Just under one-quarter of VA employees have experienced sexual harassment while on the job between 2014 and 2016. One-third of all VA employees saw evidence of sexual harassment. On average, 14 percent of federal employees in other agencies reported sexual harassment during that time period.
A recent audit by the General Accounting Office (GAO) determined the Trump administration has done little to help VA employees dealing with sexual harassment. About 26 percent of the VA’s female employees experienced sexual harassment, and 14 percent of male workers.
In testimony before the U.S. House of Representatives on July 22, VA representatives said they were trying to change the culture so that women would feel more welcome at the VA. However, implementing any cultural changes will have to wait until 2024, as per the GAO audit.
Legislators did not want to hear about a four-year wait for meaningful change. Instead, they discussed passing legislation to bring about change very soon. Rep. Chris Pappas, (D-N.H.), the head of the House Veterans Affairs oversight panel, said the VA is “simply moving too slowly.”
Inconsistent, Outdated Policies
The GAO audit describes VA policies on sexual harassment as “inconsistent” and “outdated.” Some of the VA website links for reporting sexual harassment do not work, or important information is not included. Some of the VA staff were unaware of current sexual harassment policies, according to the audit.
The audit notes that the VA’s leadership structure creates conflicts of interest in reviewing harassment complaints and gaps in reporting complaints to VA headquarters in Washington.
Conflict of Interest
The audit criticizes what it terms a conflict of interest in the VA’s allowing the “assistant secretary for human resources, administration/operations, security and preparedness” to also serve as the VA’s equal employment opportunity director, as well as the person overseeing general personnel policies.
According to the audit, the conflict of interest among top VA personnel is especially prevalent in harassment complaint reviews. Complaints can take too long to reach the department’s Washington headquarters. In fact, it can take 1,100 days, or approximately three years, for such complaints to arrive at VA headquarters.
The Problem is Worsening
The audit concerns sexual harassment at the VA going back four to six years. Since then, the number of complaints has increased. Keep in mind that the number of sexual harassment complaints in an agency is almost always understated because many victims do not report the behavior.

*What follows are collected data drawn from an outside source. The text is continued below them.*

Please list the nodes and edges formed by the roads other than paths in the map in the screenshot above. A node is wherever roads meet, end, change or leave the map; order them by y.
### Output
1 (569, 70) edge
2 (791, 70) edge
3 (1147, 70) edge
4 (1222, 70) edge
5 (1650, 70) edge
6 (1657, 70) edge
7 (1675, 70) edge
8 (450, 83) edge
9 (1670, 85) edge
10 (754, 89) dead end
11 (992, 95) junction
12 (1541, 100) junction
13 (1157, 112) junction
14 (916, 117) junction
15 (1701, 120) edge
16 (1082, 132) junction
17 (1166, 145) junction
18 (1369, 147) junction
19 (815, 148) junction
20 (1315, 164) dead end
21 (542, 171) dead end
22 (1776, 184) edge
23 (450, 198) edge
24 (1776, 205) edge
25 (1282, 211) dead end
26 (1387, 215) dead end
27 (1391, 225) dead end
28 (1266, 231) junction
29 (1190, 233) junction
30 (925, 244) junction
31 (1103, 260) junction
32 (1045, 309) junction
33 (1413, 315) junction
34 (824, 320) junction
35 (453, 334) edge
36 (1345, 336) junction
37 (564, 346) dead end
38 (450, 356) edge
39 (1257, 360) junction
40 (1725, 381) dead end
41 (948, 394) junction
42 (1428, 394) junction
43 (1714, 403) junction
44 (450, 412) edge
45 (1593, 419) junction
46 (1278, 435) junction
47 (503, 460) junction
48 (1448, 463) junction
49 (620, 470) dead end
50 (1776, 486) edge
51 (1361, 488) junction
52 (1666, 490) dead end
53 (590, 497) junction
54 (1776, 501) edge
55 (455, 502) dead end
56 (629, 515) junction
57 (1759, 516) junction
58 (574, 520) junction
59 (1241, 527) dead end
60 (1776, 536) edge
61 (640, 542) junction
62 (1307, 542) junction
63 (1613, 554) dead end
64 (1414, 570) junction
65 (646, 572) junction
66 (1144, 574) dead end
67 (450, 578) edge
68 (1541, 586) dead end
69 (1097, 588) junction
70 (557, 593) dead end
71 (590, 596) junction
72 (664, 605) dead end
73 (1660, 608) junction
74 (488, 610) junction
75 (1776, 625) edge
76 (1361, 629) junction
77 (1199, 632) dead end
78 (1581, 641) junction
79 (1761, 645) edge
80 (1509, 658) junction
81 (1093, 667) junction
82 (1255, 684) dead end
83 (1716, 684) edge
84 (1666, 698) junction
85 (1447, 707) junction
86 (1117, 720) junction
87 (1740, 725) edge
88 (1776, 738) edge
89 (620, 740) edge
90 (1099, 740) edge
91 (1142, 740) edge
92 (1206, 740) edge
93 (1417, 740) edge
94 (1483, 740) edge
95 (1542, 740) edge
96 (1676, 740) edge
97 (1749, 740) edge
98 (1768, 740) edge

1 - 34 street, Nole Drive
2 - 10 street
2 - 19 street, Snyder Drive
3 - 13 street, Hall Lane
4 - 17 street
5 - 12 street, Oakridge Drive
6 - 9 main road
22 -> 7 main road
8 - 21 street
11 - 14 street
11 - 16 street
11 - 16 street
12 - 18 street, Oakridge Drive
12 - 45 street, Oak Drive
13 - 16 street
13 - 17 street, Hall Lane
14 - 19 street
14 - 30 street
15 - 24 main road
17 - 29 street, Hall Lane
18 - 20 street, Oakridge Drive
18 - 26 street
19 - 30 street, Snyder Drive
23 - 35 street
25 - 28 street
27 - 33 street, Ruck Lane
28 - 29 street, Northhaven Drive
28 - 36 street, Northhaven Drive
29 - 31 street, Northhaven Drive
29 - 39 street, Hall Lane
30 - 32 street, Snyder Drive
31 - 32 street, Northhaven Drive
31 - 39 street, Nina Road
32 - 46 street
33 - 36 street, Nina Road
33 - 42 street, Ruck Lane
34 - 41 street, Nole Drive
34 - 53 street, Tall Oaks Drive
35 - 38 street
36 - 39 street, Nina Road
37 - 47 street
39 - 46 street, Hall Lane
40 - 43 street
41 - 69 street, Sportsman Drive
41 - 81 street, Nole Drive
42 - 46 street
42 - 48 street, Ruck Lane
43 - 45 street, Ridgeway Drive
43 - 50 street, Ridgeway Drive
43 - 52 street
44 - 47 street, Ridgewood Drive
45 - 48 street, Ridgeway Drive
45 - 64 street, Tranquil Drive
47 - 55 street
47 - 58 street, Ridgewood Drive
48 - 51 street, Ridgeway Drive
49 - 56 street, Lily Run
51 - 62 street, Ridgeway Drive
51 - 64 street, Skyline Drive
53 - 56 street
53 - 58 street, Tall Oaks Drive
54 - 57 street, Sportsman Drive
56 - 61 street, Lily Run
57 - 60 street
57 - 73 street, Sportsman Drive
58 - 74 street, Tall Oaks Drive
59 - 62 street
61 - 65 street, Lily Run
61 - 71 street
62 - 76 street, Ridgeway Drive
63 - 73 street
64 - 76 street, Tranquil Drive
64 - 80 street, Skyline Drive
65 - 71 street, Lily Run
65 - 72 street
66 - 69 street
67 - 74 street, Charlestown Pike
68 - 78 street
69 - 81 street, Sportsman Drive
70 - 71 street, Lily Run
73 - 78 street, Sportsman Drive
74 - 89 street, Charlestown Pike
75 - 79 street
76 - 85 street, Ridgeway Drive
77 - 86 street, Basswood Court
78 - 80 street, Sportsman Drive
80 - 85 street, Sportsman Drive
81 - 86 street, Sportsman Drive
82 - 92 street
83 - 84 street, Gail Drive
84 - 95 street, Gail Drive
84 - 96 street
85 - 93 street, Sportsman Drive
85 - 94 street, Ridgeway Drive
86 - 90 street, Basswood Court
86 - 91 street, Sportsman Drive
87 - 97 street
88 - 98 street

In 2016, the VA reported 158 sexual harassment cases formally filed. The following year, the number had grown to 168, and by 2018 the number was 225. Filings dipped somewhat in 2019, at 180.
Patient Sexual Harassment
While the audit focused on VA employees and sexual harassment, veterans groups and lawmakers recognize that sexual harassment of VA patients is another critical issue. The “cultural changes” that need to happen result from the VA’s current culture of not seriously pursuing many sexual harassment allegations, whether reported by employees or veterans.